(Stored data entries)

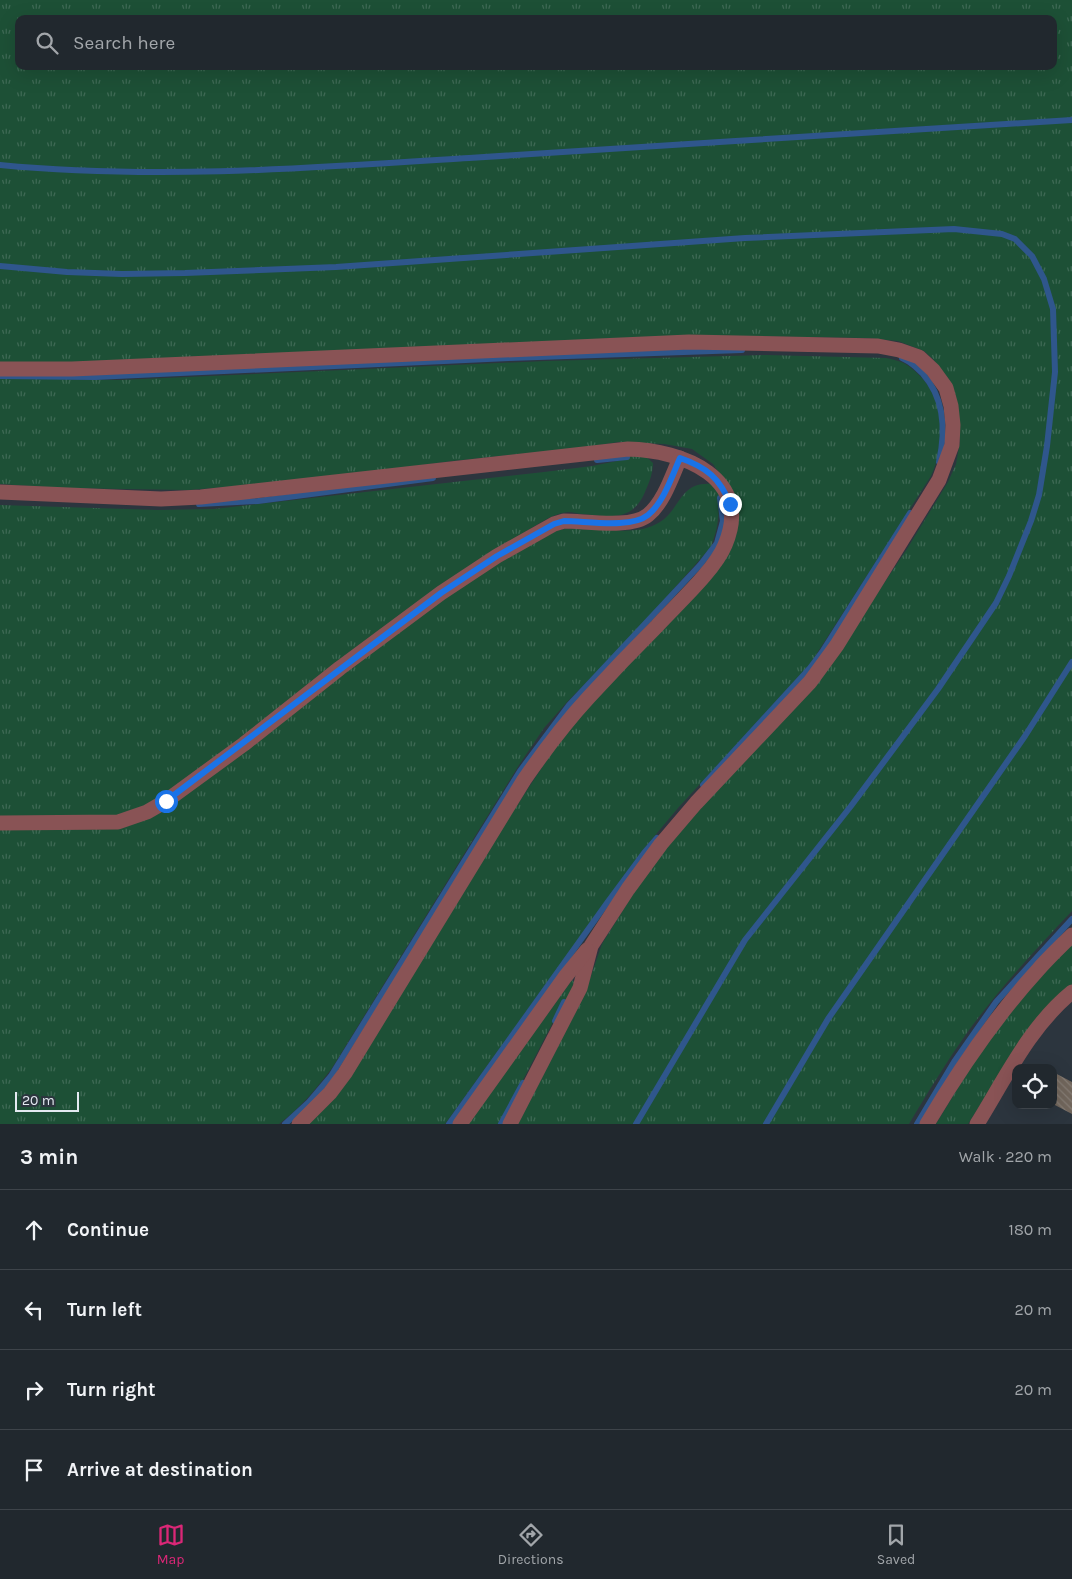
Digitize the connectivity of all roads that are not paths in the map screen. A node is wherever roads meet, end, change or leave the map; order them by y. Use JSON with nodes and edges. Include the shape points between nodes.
{"nodes":[{"id":1,"x":0,"y":369,"type":"edge"},
{"id":2,"x":680,"y":458,"type":"junction"},
{"id":3,"x":0,"y":492,"type":"edge"},
{"id":4,"x":0,"y":823,"type":"edge"},
{"id":5,"x":1072,"y":935,"type":"edge"},
{"id":6,"x":590,"y":946,"type":"junction"},
{"id":7,"x":1072,"y":992,"type":"edge"},
{"id":8,"x":299,"y":1124,"type":"edge"},
{"id":9,"x":460,"y":1124,"type":"edge"},
{"id":10,"x":510,"y":1124,"type":"edge"},
{"id":11,"x":927,"y":1124,"type":"edge"},
{"id":12,"x":977,"y":1124,"type":"edge"}],
"edges":[{"from":1,"to":6,"type":"street","via":[[82,369],[689,342],[878,346],[919,357],[933,370],[946,388],[953,425],[952,445],[939,480],[837,645],[810,682],[661,844]]},
{"from":2,"to":3,"type":"street","via":[[655,451],[628,449],[161,499]]},
{"from":2,"to":4,"type":"street","via":[[662,496],[648,515],[636,521],[564,521],[497,556],[441,593],[244,744],[147,812],[118,822]]},
{"from":2,"to":8,"type":"street","via":[[710,472],[726,492],[731,517],[730,533],[724,548],[701,578],[589,697],[545,751],[524,780],[345,1073],[330,1094]]},
{"from":5,"to":11,"type":"street","via":[[1037,970],[1000,1015]]},
{"from":6,"to":9,"type":"street"},
{"from":6,"to":10,"type":"street","via":[[580,988]]},
{"from":7,"to":12,"type":"street","via":[[1034,1034]]}]}
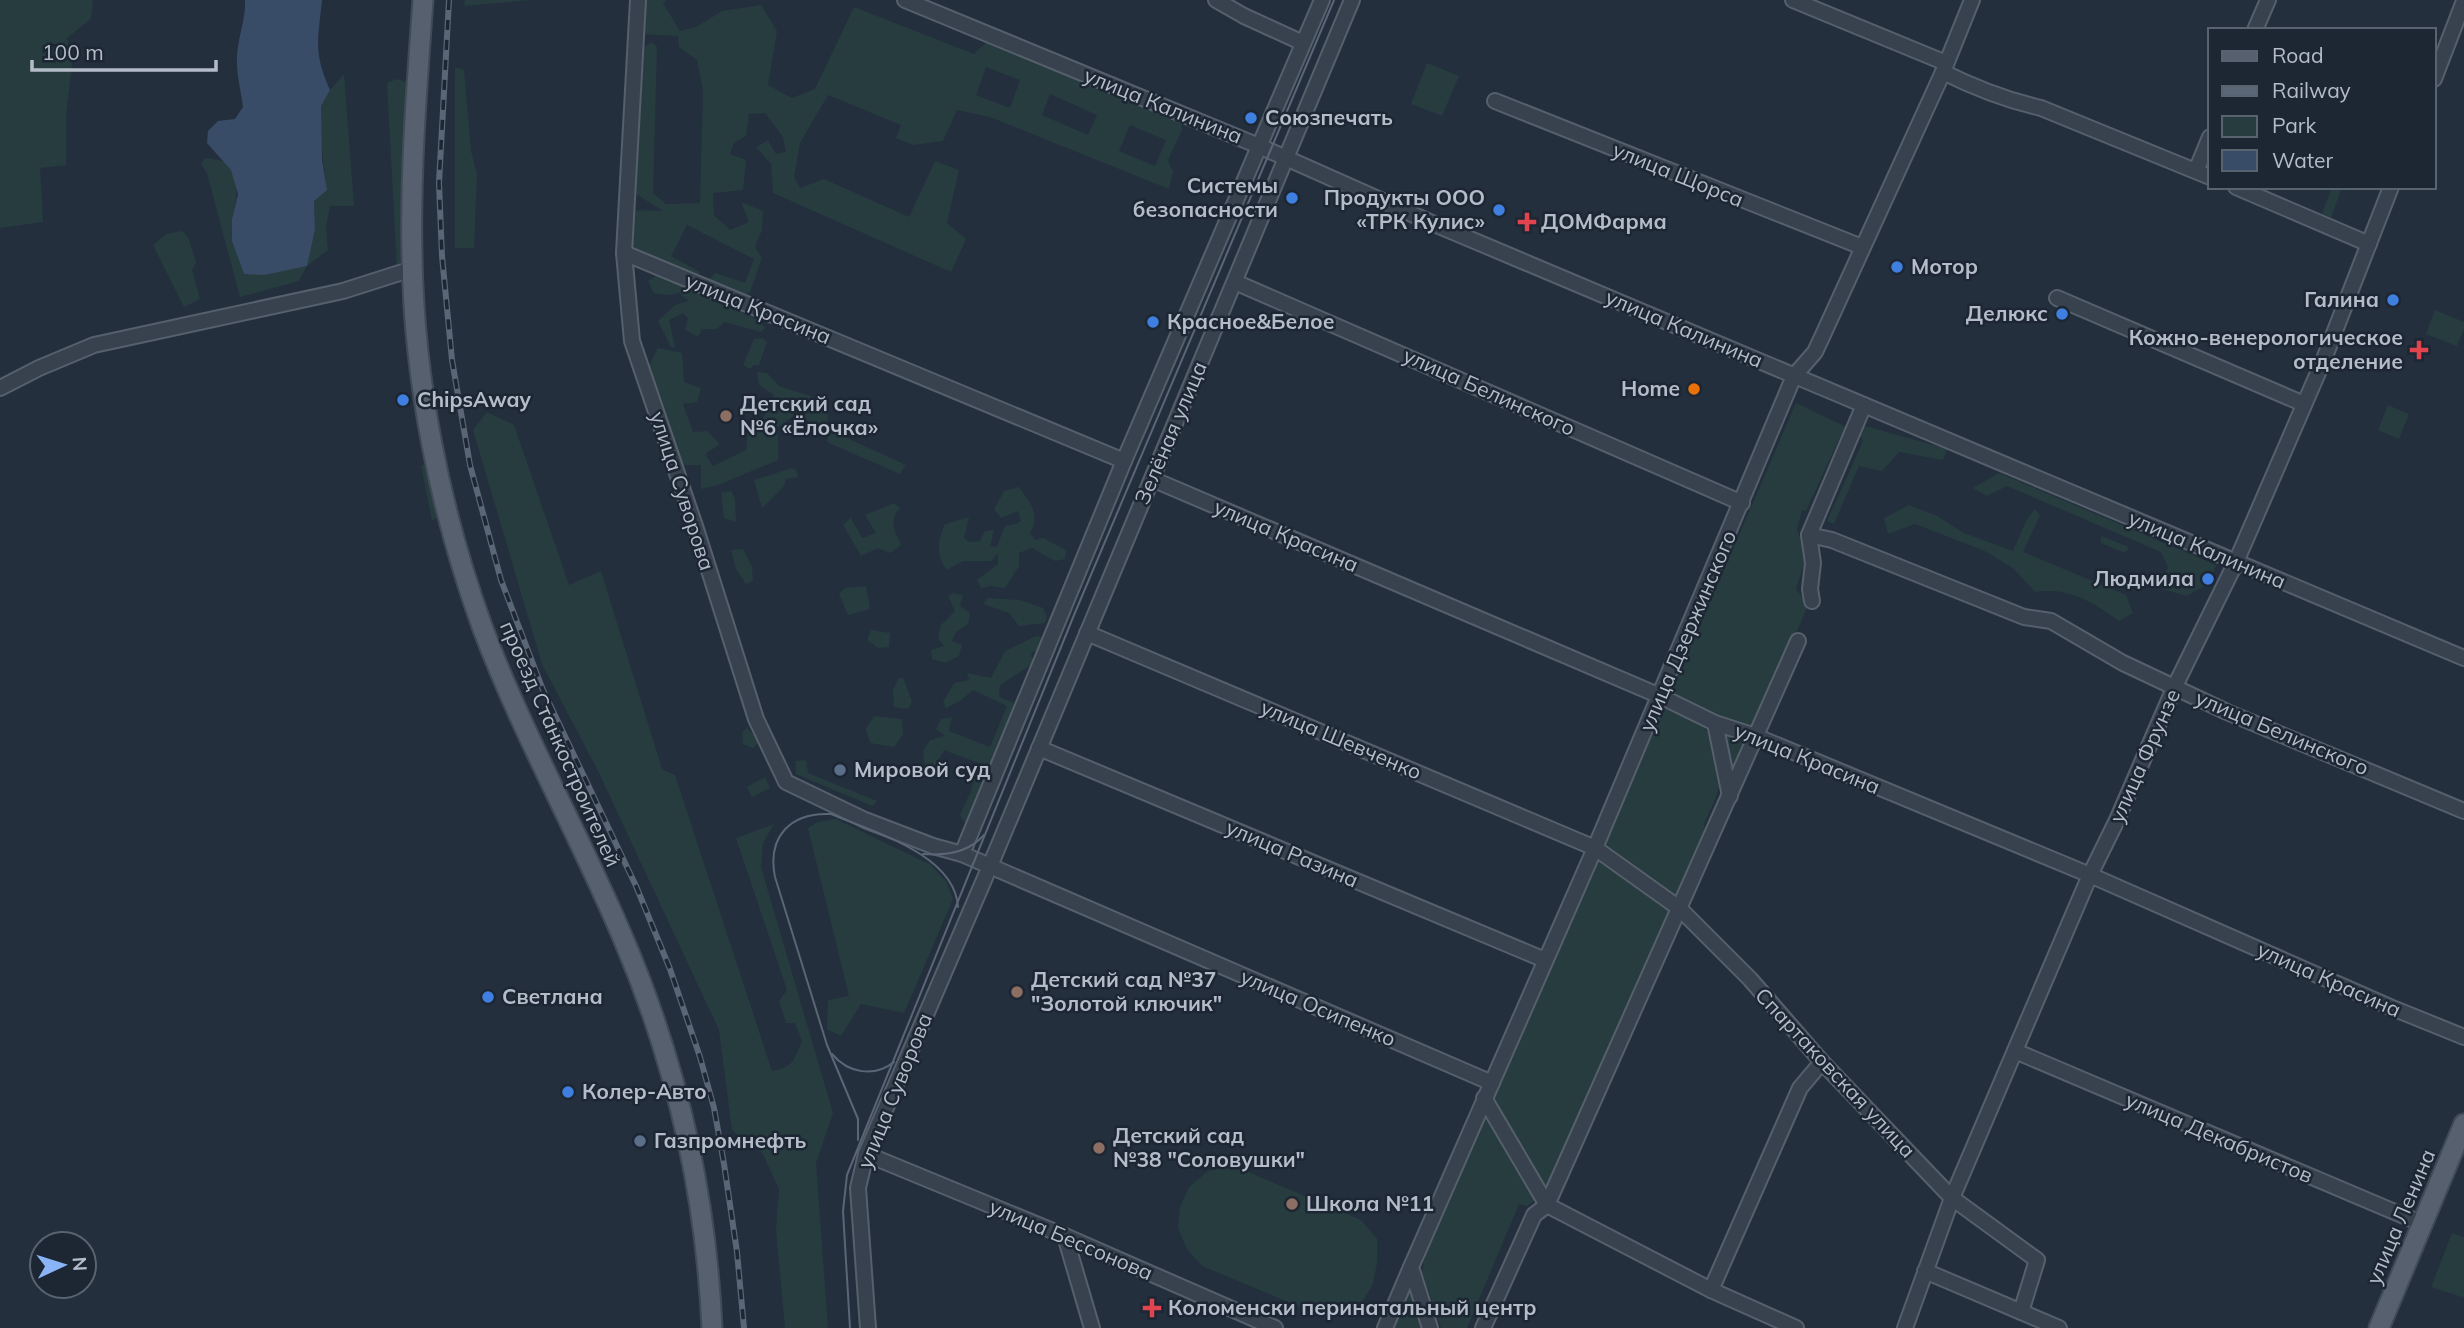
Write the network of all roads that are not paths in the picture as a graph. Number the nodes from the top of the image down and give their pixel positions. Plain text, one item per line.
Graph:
1 (423, 0) edge
2 (638, 0) edge
3 (905, 0) edge
4 (1216, 0) edge
5 (1322, 0) edge
6 (1352, 0) edge
7 (1793, 0) edge
8 (1972, 0) edge
9 (2268, 0) edge
10 (2464, 1) edge
11 (2256, 28) edge
12 (1303, 43) junction
13 (1944, 67) junction
14 (2436, 74) edge
15 (1496, 102) dead end
16 (1259, 146) junction
17 (2208, 148) edge
18 (1287, 159) junction
19 (2203, 174) edge
20 (2241, 189) edge
21 (2390, 189) edge
22 (2369, 243) junction
23 (1862, 247) junction
24 (624, 253) junction
25 (412, 269) junction
26 (1235, 282) junction
27 (2057, 298) dead end
28 (1794, 376) junction
29 (0, 388) edge
30 (2304, 404) junction
31 (1864, 405) junction
32 (1124, 461) junction
33 (1152, 478) junction
34 (1742, 503) junction
35 (1809, 535) junction
36 (2236, 562) junction
37 (1812, 601) dead end
38 (1087, 633) junction
39 (1798, 641) dead end
40 (2464, 658) edge
41 (2175, 686) junction
42 (1660, 696) junction
43 (1715, 723) junction
44 (1755, 736) junction
45 (1039, 748) junction
46 (1730, 796) junction
47 (2464, 811) edge
48 (1595, 848) junction
49 (962, 854) junction
50 (990, 866) junction
51 (2090, 875) junction
52 (1679, 908) junction
53 (1545, 960) junction
54 (2464, 1037) edge
55 (2015, 1051) junction
56 (1822, 1062) junction
57 (1492, 1083) junction
58 (1484, 1098) junction
59 (2464, 1124) edge
60 (866, 1154) junction
61 (1952, 1198) junction
62 (1548, 1205) junction
63 (2423, 1224) junction
64 (1065, 1236) junction
65 (1411, 1267) junction
66 (1925, 1271) junction
67 (1711, 1290) junction
68 (2021, 1312) junction
69 (712, 1328) edge
70 (868, 1328) edge
71 (1092, 1328) edge
72 (1275, 1328) edge
73 (1385, 1328) edge
74 (1430, 1328) edge
75 (1483, 1328) edge
76 (1796, 1328) edge
77 (1905, 1328) edge
78 (2059, 1328) edge
79 (2379, 1328) edge

1 - 25 main road, проезд Станкостроителей
2 - 24 street, улица Суворова
3 - 16 street, улица Калинина
4 - 12 street
5 - 12 street, Зелёная улица
6 - 18 street, Зелёная улица
7 - 13 street
8 - 13 street, улица Дзержинского
9 - 11 street
10 - 14 street
12 - 16 street, Зелёная улица
13 - 19 street
13 - 23 street, улица Дзержинского
15 - 23 street, улица Щорса
16 - 18 street, улица Калинина
16 - 32 street, Зелёная улица
17 - 19 street
18 - 26 street, Зелёная улица
18 - 28 street, улица Калинина
20 - 22 street
21 - 22 street, улица Фрунзе
22 - 30 street, улица Фрунзе
23 - 28 street, улица Дзержинского
24 - 32 street, улица Красина
24 - 49 street, улица Суворова
25 - 29 street
25 - 69 main road, проезд Станкостроителей
26 - 33 street, Зелёная улица
26 - 34 street, улица Белинского
27 - 30 street
28 - 31 street, улица Калинина
28 - 34 street, улица Дзержинского
30 - 36 street, улица Фрунзе
31 - 35 street
31 - 36 street, улица Калинина
32 - 49 street, Зелёная улица
33 - 38 street, Зелёная улица
33 - 42 street, улица Красина
34 - 42 street, улица Дзержинского
35 - 37 street
35 - 41 street, улица Белинского
36 - 40 street, улица Калинина
36 - 41 street, улица Фрунзе
38 - 45 street, Зелёная улица
38 - 48 street, улица Шевченко
39 - 44 street
41 - 47 street, улица Белинского
41 - 51 street, улица Фрунзе
42 - 43 street, улица Красина
42 - 48 street, улица Дзержинского
43 - 44 street, улица Красина
43 - 46 street
44 - 46 street
44 - 51 street, улица Красина
45 - 50 street, Зелёная улица
45 - 53 street, улица Разина
46 - 52 street
48 - 52 street, Спартаковская улица
48 - 53 street, улица Дзержинского
49 - 50 street, улица Суворова
50 - 57 street, улица Осипенко
50 - 60 street, улица Суворова
51 - 54 street, улица Красина
51 - 55 street, улица Фрунзе
52 - 56 street, Спартаковская улица
52 - 62 street
53 - 57 street, улица Дзержинского
55 - 61 street, улица Фрунзе
55 - 63 street, улица Декабристов
56 - 61 street, Спартаковская улица
56 - 67 street
57 - 58 street, улица Дзержинского
58 - 62 street
58 - 65 street, улица Дзержинского
59 - 63 main road, улица Ленина
60 - 64 street, улица Бессонова
60 - 70 street, улица Суворова
61 - 66 street, улица Фрунзе
61 - 68 street, Спартаковская улица
62 - 67 street
62 - 75 street
63 - 79 main road, улица Ленина
64 - 71 street
64 - 72 street, улица Бессонова
65 - 73 street, улица Дзержинского
65 - 74 street
66 - 68 street
66 - 77 street, улица Фрунзе
67 - 76 street
68 - 78 street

## Assignment
Going through the records above, count the lines that hold "Станкостроителей" and answer with the count alone.

## Solution to this problem
2